== Directions for this task ==
Go through the entries, filter for the word "Jalan", and copy every line that has it.

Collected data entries
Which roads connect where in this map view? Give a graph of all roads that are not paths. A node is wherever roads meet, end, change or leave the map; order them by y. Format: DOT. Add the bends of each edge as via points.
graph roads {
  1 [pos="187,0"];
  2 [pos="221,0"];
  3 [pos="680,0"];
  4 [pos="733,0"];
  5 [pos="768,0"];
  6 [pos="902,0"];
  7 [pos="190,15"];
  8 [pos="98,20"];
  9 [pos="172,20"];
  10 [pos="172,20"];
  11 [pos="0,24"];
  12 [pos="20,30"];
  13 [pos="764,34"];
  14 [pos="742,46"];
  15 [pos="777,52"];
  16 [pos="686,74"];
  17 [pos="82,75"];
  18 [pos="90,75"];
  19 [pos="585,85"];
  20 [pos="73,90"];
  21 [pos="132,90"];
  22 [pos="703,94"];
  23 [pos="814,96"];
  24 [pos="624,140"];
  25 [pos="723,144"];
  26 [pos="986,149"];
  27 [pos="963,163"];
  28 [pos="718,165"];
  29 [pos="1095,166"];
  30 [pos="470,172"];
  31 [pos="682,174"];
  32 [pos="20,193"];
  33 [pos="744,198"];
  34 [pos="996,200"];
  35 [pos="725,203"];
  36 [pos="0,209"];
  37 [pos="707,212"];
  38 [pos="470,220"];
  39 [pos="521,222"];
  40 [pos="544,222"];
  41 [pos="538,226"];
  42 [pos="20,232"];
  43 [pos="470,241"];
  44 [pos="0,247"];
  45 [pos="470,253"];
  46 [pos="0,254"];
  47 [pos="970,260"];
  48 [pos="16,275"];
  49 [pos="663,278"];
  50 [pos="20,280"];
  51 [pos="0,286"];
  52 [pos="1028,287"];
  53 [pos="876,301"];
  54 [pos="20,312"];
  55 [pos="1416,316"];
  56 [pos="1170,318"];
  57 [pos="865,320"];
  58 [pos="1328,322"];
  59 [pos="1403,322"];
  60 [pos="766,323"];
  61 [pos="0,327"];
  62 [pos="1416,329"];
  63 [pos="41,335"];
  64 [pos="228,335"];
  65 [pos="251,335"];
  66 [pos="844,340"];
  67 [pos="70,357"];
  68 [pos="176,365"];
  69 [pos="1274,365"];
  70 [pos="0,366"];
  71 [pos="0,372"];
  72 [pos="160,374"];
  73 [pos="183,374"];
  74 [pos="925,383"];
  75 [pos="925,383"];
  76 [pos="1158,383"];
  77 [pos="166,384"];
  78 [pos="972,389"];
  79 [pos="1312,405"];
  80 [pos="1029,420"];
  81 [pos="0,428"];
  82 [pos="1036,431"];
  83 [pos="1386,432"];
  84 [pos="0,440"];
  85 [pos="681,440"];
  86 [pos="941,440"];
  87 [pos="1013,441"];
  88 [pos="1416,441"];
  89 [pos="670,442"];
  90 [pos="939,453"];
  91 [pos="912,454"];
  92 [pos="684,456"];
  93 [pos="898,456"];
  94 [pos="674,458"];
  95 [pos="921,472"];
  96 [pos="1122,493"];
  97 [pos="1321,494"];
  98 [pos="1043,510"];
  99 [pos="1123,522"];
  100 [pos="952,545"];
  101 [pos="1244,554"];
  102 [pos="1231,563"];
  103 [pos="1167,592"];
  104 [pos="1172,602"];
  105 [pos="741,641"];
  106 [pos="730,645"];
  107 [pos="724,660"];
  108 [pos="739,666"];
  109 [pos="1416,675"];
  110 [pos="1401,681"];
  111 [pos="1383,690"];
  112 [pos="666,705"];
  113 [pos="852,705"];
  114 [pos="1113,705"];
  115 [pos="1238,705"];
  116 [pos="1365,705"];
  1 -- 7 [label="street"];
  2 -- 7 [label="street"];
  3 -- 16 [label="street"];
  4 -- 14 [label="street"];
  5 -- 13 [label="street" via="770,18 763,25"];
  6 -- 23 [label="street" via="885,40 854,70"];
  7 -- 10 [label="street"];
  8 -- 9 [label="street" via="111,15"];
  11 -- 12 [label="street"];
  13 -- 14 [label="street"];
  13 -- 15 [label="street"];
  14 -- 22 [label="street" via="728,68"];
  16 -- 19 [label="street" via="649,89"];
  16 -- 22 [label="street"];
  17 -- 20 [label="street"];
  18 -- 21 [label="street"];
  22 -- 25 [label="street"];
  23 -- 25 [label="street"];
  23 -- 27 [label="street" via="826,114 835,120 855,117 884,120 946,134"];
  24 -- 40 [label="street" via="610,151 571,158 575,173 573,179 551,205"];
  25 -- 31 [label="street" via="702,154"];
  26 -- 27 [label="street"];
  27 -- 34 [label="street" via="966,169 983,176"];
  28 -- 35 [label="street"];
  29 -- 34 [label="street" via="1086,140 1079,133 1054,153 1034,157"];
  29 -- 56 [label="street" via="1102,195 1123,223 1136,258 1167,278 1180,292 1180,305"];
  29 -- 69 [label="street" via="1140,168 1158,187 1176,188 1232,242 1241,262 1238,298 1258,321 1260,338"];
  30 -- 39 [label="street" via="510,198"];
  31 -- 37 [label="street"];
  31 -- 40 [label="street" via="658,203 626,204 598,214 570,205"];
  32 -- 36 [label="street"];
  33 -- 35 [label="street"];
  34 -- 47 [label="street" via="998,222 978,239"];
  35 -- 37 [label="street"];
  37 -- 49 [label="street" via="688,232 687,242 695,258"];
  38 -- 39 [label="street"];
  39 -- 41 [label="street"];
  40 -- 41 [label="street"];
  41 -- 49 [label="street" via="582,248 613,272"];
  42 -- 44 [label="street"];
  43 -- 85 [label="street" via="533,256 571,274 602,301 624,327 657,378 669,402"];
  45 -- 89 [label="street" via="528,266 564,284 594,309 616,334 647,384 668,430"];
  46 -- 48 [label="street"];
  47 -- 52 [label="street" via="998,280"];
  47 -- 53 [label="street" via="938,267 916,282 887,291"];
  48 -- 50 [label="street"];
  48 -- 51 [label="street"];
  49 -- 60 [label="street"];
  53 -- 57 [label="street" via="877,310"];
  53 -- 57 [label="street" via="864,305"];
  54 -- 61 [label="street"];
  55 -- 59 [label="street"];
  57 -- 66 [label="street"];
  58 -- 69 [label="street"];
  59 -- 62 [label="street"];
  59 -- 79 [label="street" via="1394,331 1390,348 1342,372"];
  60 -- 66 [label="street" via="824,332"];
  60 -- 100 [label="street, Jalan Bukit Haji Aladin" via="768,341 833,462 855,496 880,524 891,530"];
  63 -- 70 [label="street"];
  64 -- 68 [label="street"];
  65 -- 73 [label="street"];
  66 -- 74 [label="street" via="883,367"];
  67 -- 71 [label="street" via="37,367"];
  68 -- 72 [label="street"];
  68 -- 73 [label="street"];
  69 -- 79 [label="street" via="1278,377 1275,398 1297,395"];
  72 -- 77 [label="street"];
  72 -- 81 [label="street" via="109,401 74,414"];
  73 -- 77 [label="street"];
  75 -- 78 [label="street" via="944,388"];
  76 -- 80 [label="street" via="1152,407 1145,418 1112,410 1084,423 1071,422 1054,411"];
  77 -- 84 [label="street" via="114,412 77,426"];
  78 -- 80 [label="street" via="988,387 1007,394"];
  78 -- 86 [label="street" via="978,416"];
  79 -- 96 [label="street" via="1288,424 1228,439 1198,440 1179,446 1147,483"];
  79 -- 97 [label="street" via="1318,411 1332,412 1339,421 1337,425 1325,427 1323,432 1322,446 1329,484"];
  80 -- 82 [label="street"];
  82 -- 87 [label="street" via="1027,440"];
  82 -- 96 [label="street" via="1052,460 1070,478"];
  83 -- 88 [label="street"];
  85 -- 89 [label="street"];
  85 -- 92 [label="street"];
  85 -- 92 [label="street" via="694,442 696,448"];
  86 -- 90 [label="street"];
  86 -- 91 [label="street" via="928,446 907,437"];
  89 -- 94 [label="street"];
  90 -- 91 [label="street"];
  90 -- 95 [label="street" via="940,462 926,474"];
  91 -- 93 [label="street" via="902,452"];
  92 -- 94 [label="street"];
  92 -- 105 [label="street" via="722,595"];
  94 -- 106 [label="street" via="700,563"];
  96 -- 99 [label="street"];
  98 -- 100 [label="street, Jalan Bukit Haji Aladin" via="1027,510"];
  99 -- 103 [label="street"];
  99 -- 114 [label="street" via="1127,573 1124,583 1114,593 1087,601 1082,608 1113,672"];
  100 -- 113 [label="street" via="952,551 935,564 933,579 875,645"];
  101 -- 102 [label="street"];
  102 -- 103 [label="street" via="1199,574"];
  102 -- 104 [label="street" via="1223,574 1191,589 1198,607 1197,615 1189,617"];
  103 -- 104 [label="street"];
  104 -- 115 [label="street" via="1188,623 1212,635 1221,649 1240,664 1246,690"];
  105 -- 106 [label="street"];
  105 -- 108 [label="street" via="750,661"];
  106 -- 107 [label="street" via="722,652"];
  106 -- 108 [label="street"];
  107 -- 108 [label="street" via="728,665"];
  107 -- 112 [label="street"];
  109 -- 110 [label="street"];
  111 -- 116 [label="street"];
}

== Response area ==
  60 -- 100 [label="street, Jalan Bukit Haji Aladin" via="768,341 833,462 855,496 880,524 891,530"];
  98 -- 100 [label="street, Jalan Bukit Haji Aladin" via="1027,510"];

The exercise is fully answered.